Agreement between digital breast tomosynthesis and pathologic tumour size for staging breast cancer, and comparison with standard mammography

2019 
Abstract Purpose Tomosynthesis is proposed to improve breast cancer assessment and staging. We compared tomosynthesis and mammography in estimating the size of newly-diagnosed breast cancers. Methods All pathologically-confirmed cancers detected in the STORM-2 trial (90 cancers, 85 women) were retrospectively measured on tomosynthesis by two independent readers. One reader also measured cancers on mammography. Relative mean differences (MDs) and 95% limits of agreement (LOA) with pathology were estimated for tomosynthesis and mammography within a single reader (Analysis 1) and between two readers (Analysis 2). Results Where cancers were detected and hence measured by both tests, tomosynthesis overestimated pathologic size relative to mammography (Analysis 1: MD 5% versus 1%, Analysis 2: 7% versus 3%; P  = 0.10 both analyses). There was similar, large measurement variability for both tests (LOA range: −60% to +166%). Overestimation by tomosynthesis was attributable to the subgroup with dense breasts (MDs = 12–13% versus 4% for mammography). There was low average bias for both tests in the low-density subgroup (MDs = 0–4%).
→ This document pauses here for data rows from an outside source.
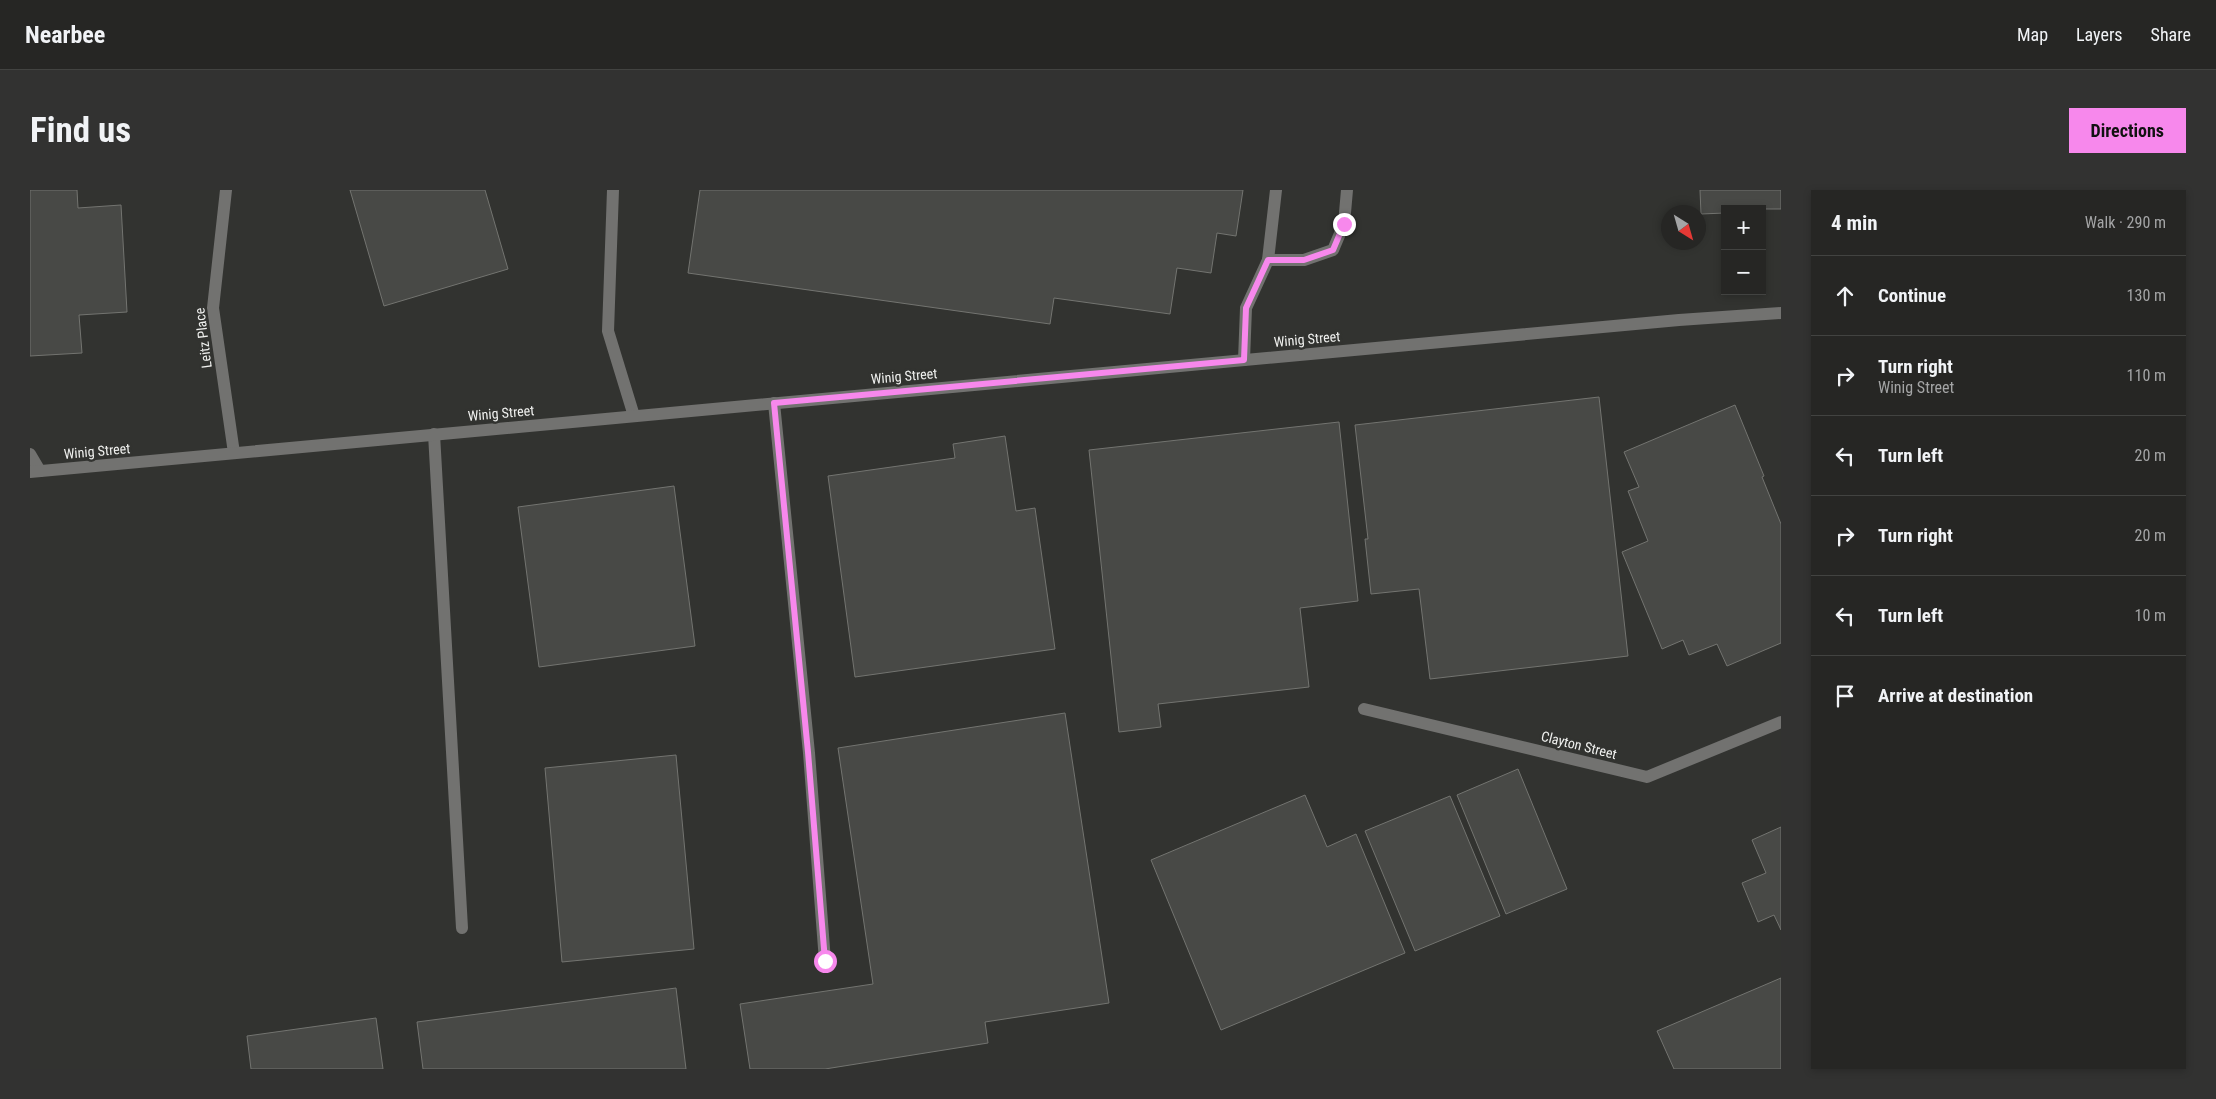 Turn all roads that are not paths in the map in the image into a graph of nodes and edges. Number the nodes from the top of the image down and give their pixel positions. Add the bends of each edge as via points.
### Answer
1 (226, 190) edge
2 (613, 190) edge
3 (1276, 190) edge
4 (1347, 190) edge
5 (1268, 260) junction
6 (1781, 314) edge
7 (1244, 360) junction
8 (774, 403) junction
9 (634, 416) junction
10 (434, 434) junction
11 (234, 453) junction
12 (30, 454) edge
13 (35, 472) edge
14 (1364, 709) dead end
15 (1781, 722) edge
16 (462, 928) dead end
17 (825, 961) dead end

1 - 11 street, Leitz Place via 212,308
2 - 9 street via 608,331
3 - 5 street
4 - 5 street via 1344,224 1333,250 1304,260
5 - 7 street via 1246,308
6 - 7 street, Winig Street via 1679,320
7 - 8 street, Winig Street
8 - 9 street, Winig Street
8 - 17 street via 808,743
9 - 10 street, Winig Street
10 - 11 street, Winig Street
10 - 16 street
11 - 13 street, Winig Street
12 - 13 street
14 - 15 street, Clayton Street via 1647,777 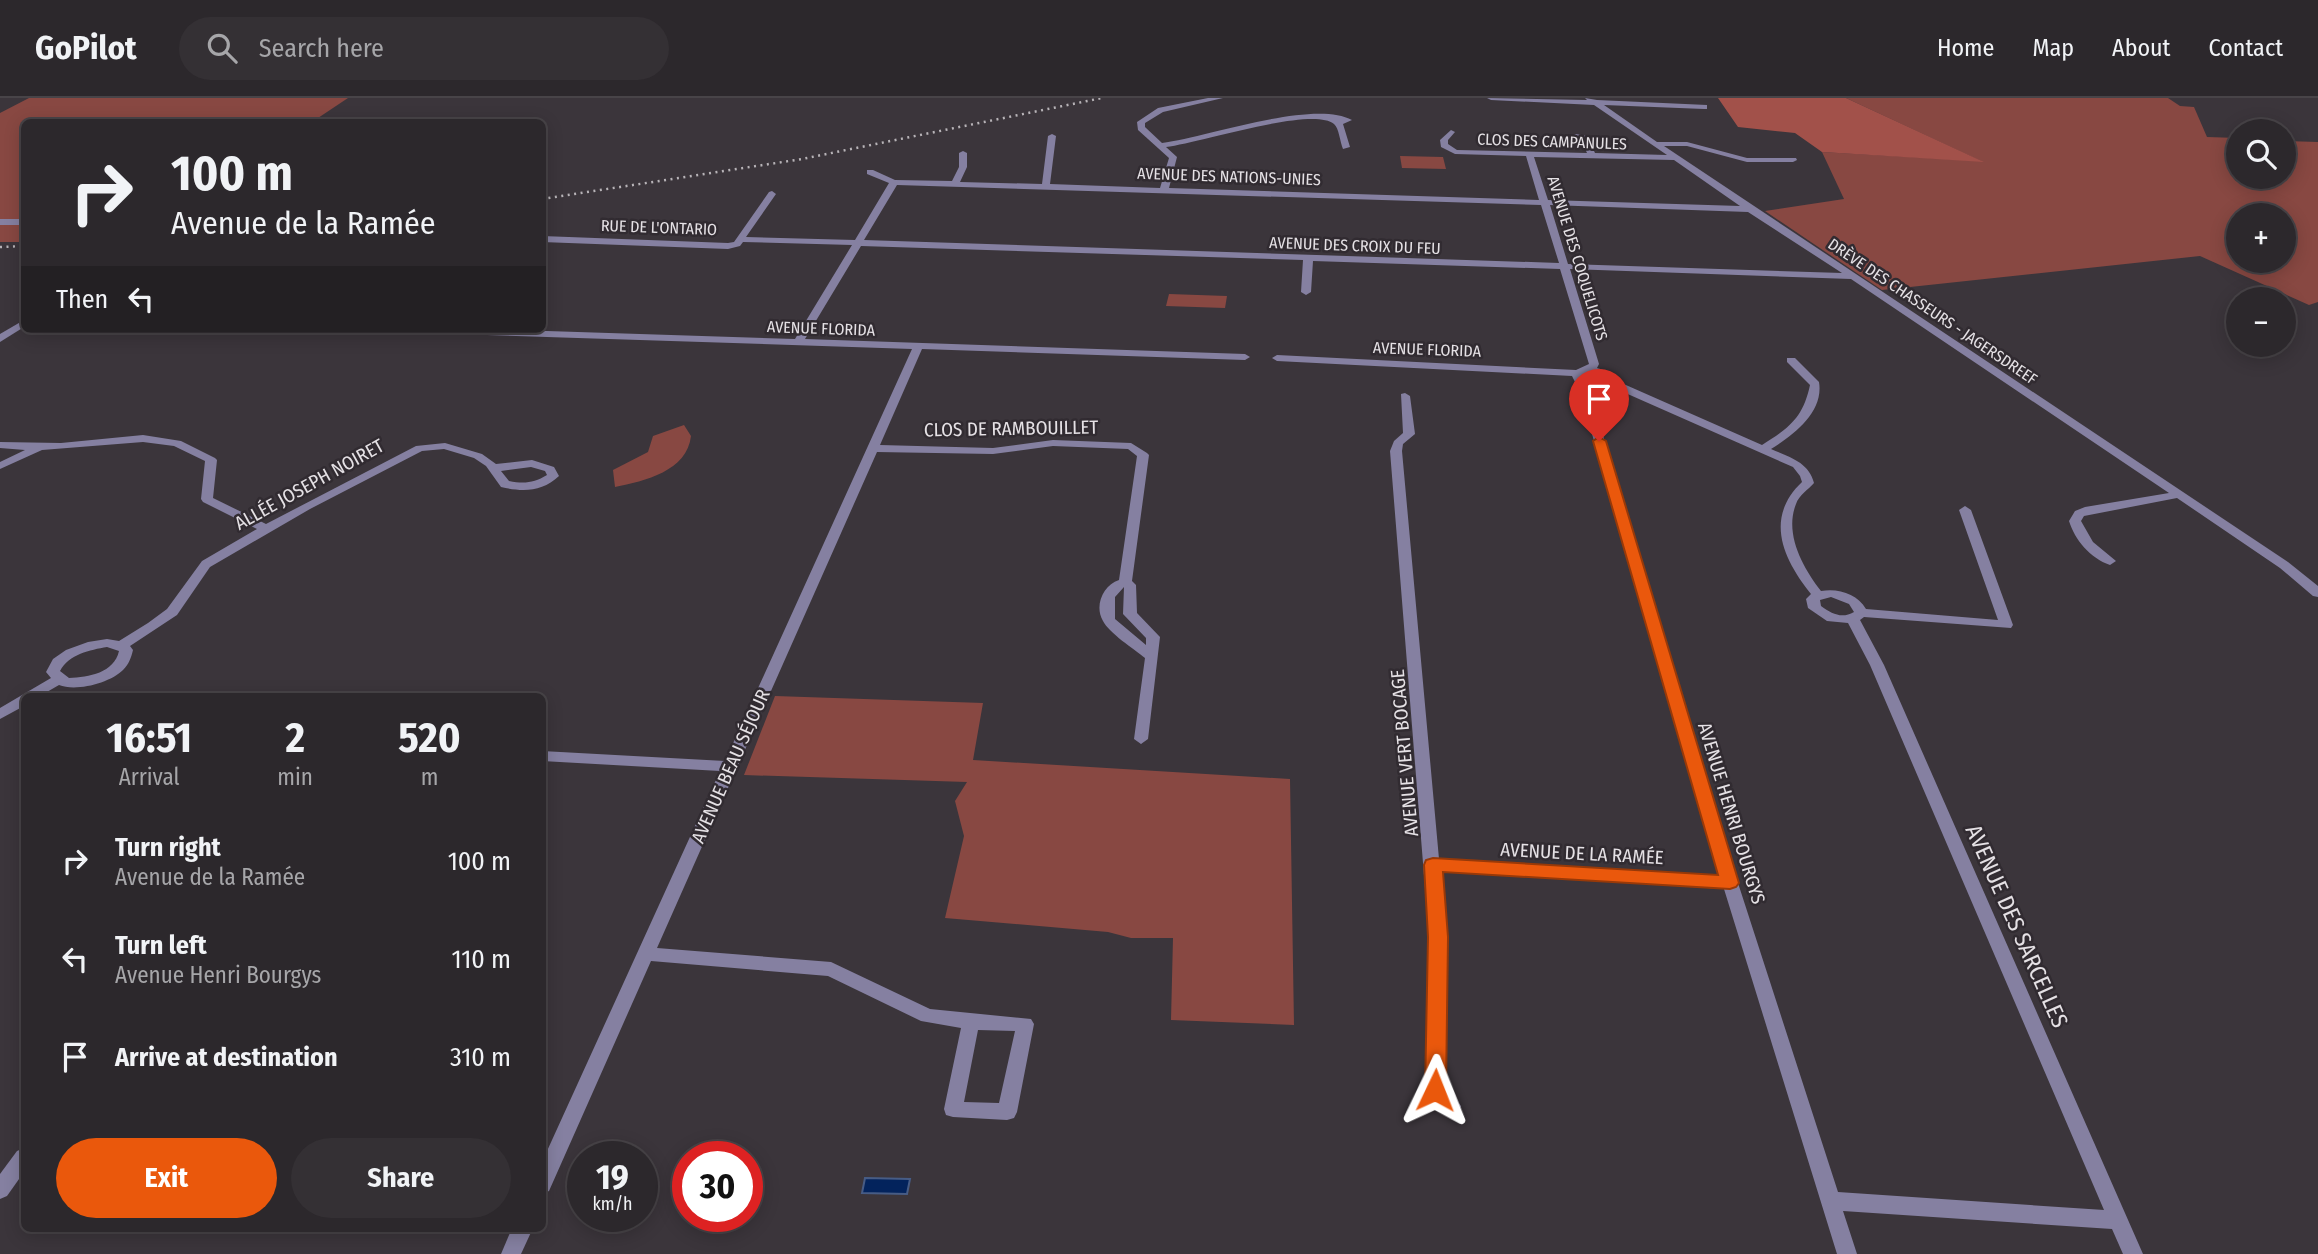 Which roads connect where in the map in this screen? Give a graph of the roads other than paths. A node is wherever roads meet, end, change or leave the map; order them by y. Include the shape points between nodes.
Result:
1 (1219, 98) edge
2 (1491, 98) edge
3 (1591, 99) edge
4 (1704, 107) dead end
5 (1451, 132) dead end
6 (1576, 135) dead end
7 (1052, 136) dead end
8 (1188, 142) junction
9 (1657, 144) junction
10 (1161, 145) junction
11 (1346, 147) dead end
12 (962, 153) dead end
13 (1171, 153) junction
14 (1530, 155) junction
15 (1591, 156) junction
16 (1677, 159) junction
17 (1793, 160) dead end
18 (870, 172) dead end
19 (894, 182) junction
20 (955, 184) junction
21 (1046, 186) junction
22 (1164, 190) junction
23 (772, 194) dead end
24 (1545, 203) junction
25 (1750, 209) junction
26 (0, 222) edge
27 (21, 222) edge
28 (546, 239) edge
29 (740, 239) junction
30 (856, 243) junction
31 (1308, 260) junction
32 (1565, 267) junction
33 (1853, 276) junction
34 (1306, 292) dead end
35 (21, 325) edge
36 (511, 333) edge
37 (0, 339) edge
38 (798, 343) junction
39 (918, 347) junction
40 (1245, 357) dead end
41 (1277, 358) dead end
42 (1791, 360) dead end
43 (1584, 375) junction
44 (1405, 397) dead end
45 (0, 445) edge
46 (39, 448) junction
47 (873, 448) junction
48 (1764, 449) junction
49 (0, 466) edge
50 (494, 468) dead end
51 (2176, 495) junction
52 (1965, 510) dead end
53 (266, 528) junction
54 (2110, 561) dead end
55 (1125, 582) junction
56 (2318, 593) edge
57 (1818, 595) junction
58 (1130, 614) junction
59 (1857, 616) junction
60 (1109, 621) junction
61 (121, 645) junction
62 (1152, 657) junction
63 (60, 679) junction
64 (35, 693) edge
65 (21, 701) edge
66 (0, 714) edge
67 (1141, 739) dead end
68 (546, 755) edge
69 (731, 766) junction
70 (1433, 865) junction
71 (1730, 883) junction
72 (646, 954) junction
73 (971, 1022) junction
74 (1452, 1106) dead end
75 (21, 1161) edge
76 (546, 1176) edge
77 (0, 1190) edge
78 (1832, 1201) junction
79 (2118, 1220) junction
80 (521, 1232) edge
81 (511, 1254) edge
82 (1847, 1254) edge
83 (2133, 1254) edge

1 - 10 street via 1161,110 1141,122 1141,128
2 - 3 street
3 - 4 street
3 - 9 street, DRÈVE DES CHASSEURS - JAGERSDREEF
5 - 14 street, CLOS DES CAMPANULES via 1444,145 1455,152
6 - 15 street via 1584,138
7 - 21 street
8 - 10 street
8 - 11 street via 1290,117 1337,120
8 - 13 street
9 - 16 street, DRÈVE DES CHASSEURS - JAGERSDREEF
9 - 17 street via 1687,144 1747,160
10 - 13 street
12 - 20 street via 963,167
13 - 22 street
14 - 15 street, CLOS DES CAMPANULES
14 - 24 street, AVENUE DES COQUELICOTS
15 - 16 street, CLOS DES CAMPANULES
16 - 25 street, DRÈVE DES CHASSEURS - JAGERSDREEF
18 - 19 street
19 - 20 street, AVENUE DES NATIONS-UNIES
19 - 30 street
20 - 21 street, AVENUE DES NATIONS-UNIES
21 - 22 street, AVENUE DES NATIONS-UNIES
22 - 24 street, AVENUE DES NATIONS-UNIES
23 - 29 street
24 - 25 street, AVENUE DES NATIONS-UNIES
24 - 32 street, AVENUE DES COQUELICOTS
25 - 33 street, DRÈVE DES CHASSEURS - JAGERSDREEF
26 - 27 street
28 - 29 street, RUE DE L'ONTARIO via 728,246
29 - 30 street, RUE DE L'ONTARIO
30 - 31 street, AVENUE DES CROIX DU FEU
30 - 38 street
31 - 32 street, AVENUE DES CROIX DU FEU
31 - 34 street
32 - 33 street, AVENUE DES CROIX DU FEU
32 - 43 street, AVENUE DES COQUELICOTS via 1594,364
33 - 51 street, DRÈVE DES CHASSEURS - JAGERSDREEF
35 - 37 street
36 - 38 street, AVENUE FLORIDA
38 - 39 street, AVENUE FLORIDA
39 - 40 street, AVENUE FLORIDA
39 - 47 street, AVENUE BEAU SÉJOUR
41 - 43 street, AVENUE FLORIDA
42 - 48 street via 1815,384 1812,404 1793,430
43 - 48 street, AVENUE FLORIDA
43 - 71 street, AVENUE HENRI BOURGYS via 1584,389
44 - 70 street, AVENUE VERT BOCAGE via 1409,434 1396,451
45 - 46 street
46 - 49 street
46 - 53 street via 136,438 175,441 212,460 207,499
47 - 55 street, CLOS DE RAMBOUILLET via 993,451 1053,443 1139,450 1143,455
47 - 69 street, AVENUE BEAU SÉJOUR
48 - 57 street via 1797,465 1806,475 1808,483 1791,502 1786,522 1788,541
50 - 53 street, ALLÉE JOSEPH NOIRET via 478,456 435,444
51 - 54 street via 2079,514 2075,521 2083,538
51 - 56 street, DRÈVE DES CHASSEURS - JAGERSDREEF
52 - 59 street via 2006,625
53 - 61 street, ALLÉE JOSEPH NOIRET via 206,564 167,616
55 - 58 street, CLOS DE RAMBOUILLET via 1131,590
55 - 60 street, CLOS DE RAMBOUILLET via 1109,590
57 - 59 street via 1831,593 1851,599 1859,606
57 - 59 street via 1813,599 1815,608 1824,615 1837,620
58 - 60 street
58 - 62 street via 1153,637
59 - 79 street, AVENUE DES SARCELLES
60 - 62 street
61 - 63 street via 126,657 109,673 80,682
61 - 63 street via 88,646 71,653 53,672
62 - 67 street
63 - 64 street
65 - 66 street
68 - 69 street
69 - 72 street, AVENUE BEAU SÉJOUR
70 - 71 street, AVENUE DE LA RAMÉE
70 - 74 street, AVENUE VERT BOCAGE via 1438,937 1435,1090
71 - 78 street, AVENUE HENRI BOURGYS
72 - 73 street via 831,968 927,1016
72 - 76 street, AVENUE BEAU SÉJOUR
73 - 73 street via 1025,1024 1007,1112 953,1109
75 - 77 street
78 - 79 street
78 - 82 street, AVENUE HENRI BOURGYS
79 - 83 street, AVENUE DES SARCELLES
80 - 81 street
LOA were larger in dense breasts for both tomosynthesis and mammography ( P  ≤ 0.02 all comparisons). Cancers detected only by tomosynthesis were more frequently in dense breasts (60–68%): for those tumours size was estimated with increased measurement variability (LOA ranging from −75% to +293%). Conclusions On average, tomosynthesis overestimates pathologic tumour size in women with dense breasts; that difference is more likely to impact management in women with larger tumours. The main advantage of tomosynthesis appears to be detecting mammographically-occult cancers; however tomosynthesis less accurately measured those cancers in dense breasts (large measurement variability).